Hold Me (If You Want)
Synopsis
Dalia et Eli, tous deux dans la trentaine, ont construit une bulle de sécurité au cœur des tensions sociales de Beyrouth. Mais après leur mariage, Dalia commence à avoir des hallucinations et se sent étrangère dans sa propre maison. Privée de sommeil, elle s’enfuit dans les montagnes, où une religieuse d’un hôpital voisin l’accueille. Là-bas, Dalia reprend pied avec la réalité, mais s’attache peu à peu à ce monde brisé. Par hasard, elle devient obsédée par Paul, un ancien toxicomane en convalescence, qui évite tout contact. Lorsque l’hôpital annonce une sortie pour « resocialisation », Paul est libéré, mais pas Dalia. Elle s’échappe pour le retrouver. Leur brève mais intense relation ravive le tempérament addictif de Paul, et ils entament une histoire passionnelle.
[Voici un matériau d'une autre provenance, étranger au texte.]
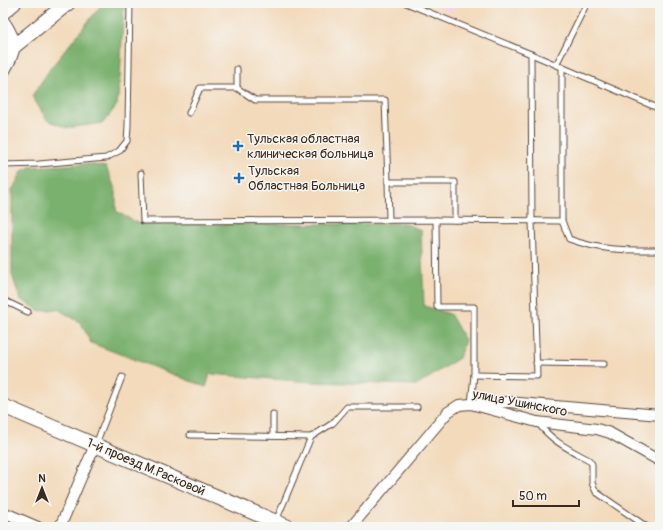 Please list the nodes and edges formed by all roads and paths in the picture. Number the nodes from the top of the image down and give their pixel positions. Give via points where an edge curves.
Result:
1 (14, 3) edge
2 (68, 3) edge
3 (130, 3) edge
4 (406, 3) edge
5 (588, 3) edge
6 (3, 12) edge
7 (3, 23) edge
8 (13, 47) junction
9 (531, 54) junction
10 (556, 65) junction
11 (562, 67) junction
12 (237, 69) dead end
13 (3, 70) edge
14 (237, 88) junction
15 (660, 109) edge
16 (189, 113) dead end
17 (3, 165) edge
18 (141, 173) dead end
19 (388, 182) junction
20 (388, 220) junction
21 (436, 220) junction
22 (455, 220) junction
23 (532, 221) junction
24 (562, 221) junction
25 (660, 250) edge
26 (3, 300) edge
27 (28, 312) dead end
28 (536, 363) junction
29 (604, 364) dead end
30 (474, 374) junction
31 (122, 377) dead end
32 (471, 404) junction
33 (3, 406) edge
34 (417, 407) dead end
35 (273, 414) dead end
36 (660, 415) edge
37 (536, 422) junction
38 (190, 435) dead end
39 (273, 436) junction
40 (311, 437) junction
41 (95, 445) junction
42 (658, 456) edge
43 (3, 512) edge
44 (275, 522) junction
45 (38, 527) edge
46 (60, 527) edge
47 (288, 527) edge
48 (351, 527) edge
49 (647, 527) edge

1 - 6 street
2 - 8 street
3 - 17 lane via 127,141 119,151 106,158
4 - 9 lane
5 - 10 lane
7 - 8 street via 11,34
8 - 13 street
9 - 10 lane
9 - 23 lane
10 - 11 lane
11 - 15 lane
11 - 24 lane
12 - 14 lane
14 - 16 lane via 200,88
14 - 19 lane via 255,100 386,100
18 - 20 lane via 143,221
19 - 20 lane
19 - 22 lane via 455,182
20 - 21 lane
21 - 22 lane
21 - 30 lane via 437,307 474,307
22 - 23 lane
23 - 24 lane
23 - 28 lane
24 - 25 lane via 569,239 585,245 611,250
26 - 27 lane
28 - 29 lane
28 - 30 lane via 536,376
30 - 32 lane
31 - 41 lane
32 - 36 street via 508,402
32 - 37 street, улица Ушинского
32 - 48 street, улица Ушинского via 459,406 448,412
33 - 41 street, 1-й проезд М.Расковой
34 - 40 lane via 347,407 333,423
35 - 39 lane
37 - 42 street, улица Ушинского via 597,429
37 - 49 lane via 557,443 589,460 592,464 592,483 596,492
38 - 39 lane
39 - 40 lane
40 - 44 lane
41 - 44 street, 1-й проезд М.Расковой
41 - 46 street
43 - 45 street
44 - 47 street, 1-й проезд М.Расковой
Eli finit toutefois par les retrouver. Contraints de rester ensemble après la fermeture de l’aile psychiatrique, ils improvisent tous les trois un dîner pour l’anniversaire du père de Dalia. Le chagrin laisse place aux rires, et ils prennent conscience que, malgré un avenir incertain, ils se sont profondément transformés les uns les autres.
Gaïjin (France)
Sophie Erbs
Abbout Productions (Liban)
Myriam Sassine
Heretic (Grèce)
Giorgos Karnavas
Amrion Production (Estonie)
Riina Sildos
Note du réalisateur
Hold Me (If You Want) suit une femme devenue étrangère à elle-même, prisonnière d’un monde d’hyper-normalité qu’elle a construit pour se protéger du chaos extérieur. La santé mentale au Liban est une épidémie silencieuse. Les gens s’adaptent à un monde en ruine, toujours sur le qui-vive face à la prochaine crise, souvent avec l’humour comme bouclier. Pour beaucoup d’entre nous, ce mélange de rires, de déni et de cynisme est ce qui nous permet d’avancer. La résilience est une question de survie ; une nécessité, pas un choix. La tragédie du 4 août a provoqué des conversations que l’on évitait depuis longtemps. Comme beaucoup, j’ai été submergée, sans savoir comment demander de l’aide. Ces événements façonnent notre rapport à nos corps, nos esprits, et nos partenaires. Comment cela nous a-t-il transformés, intérieurement et extérieurement ? Comment rester connectés à nos rêves, à notre cœur et à nos désirs sexuels quand la vie elle-même est constamment menacée ? Je veux explorer ces thèmes sans peur d’aborder les sujets tus, mais aussi avec l’humour et la lumière qui émanent de personnages dépeints avec tendresse.
Biographies

Mounia Akl est une réalisatrice et scénariste libanaise. Son premier long métrage, Costa Brava, Lebanon, a été présenté en première mondiale à la Mostra de Venise en 2021. Le film a remporté le Prix Netpac au Festival international de Toronto, le Prix du Public au BFI London Film Festival, ainsi que le Prix Fipresci et le Green Star Award au Festival d’El Gouna. Il a été distribué aux États-Unis par Kino Lorber et est disponible sur Netflix. Mounia Akl a également réalisé plusieurs séries télévisées, dont récemment The Chef avec Stephen Graham, The Responder avec Martin Freeman, ainsi que House of Guinness de Steven Knight pour Netflix.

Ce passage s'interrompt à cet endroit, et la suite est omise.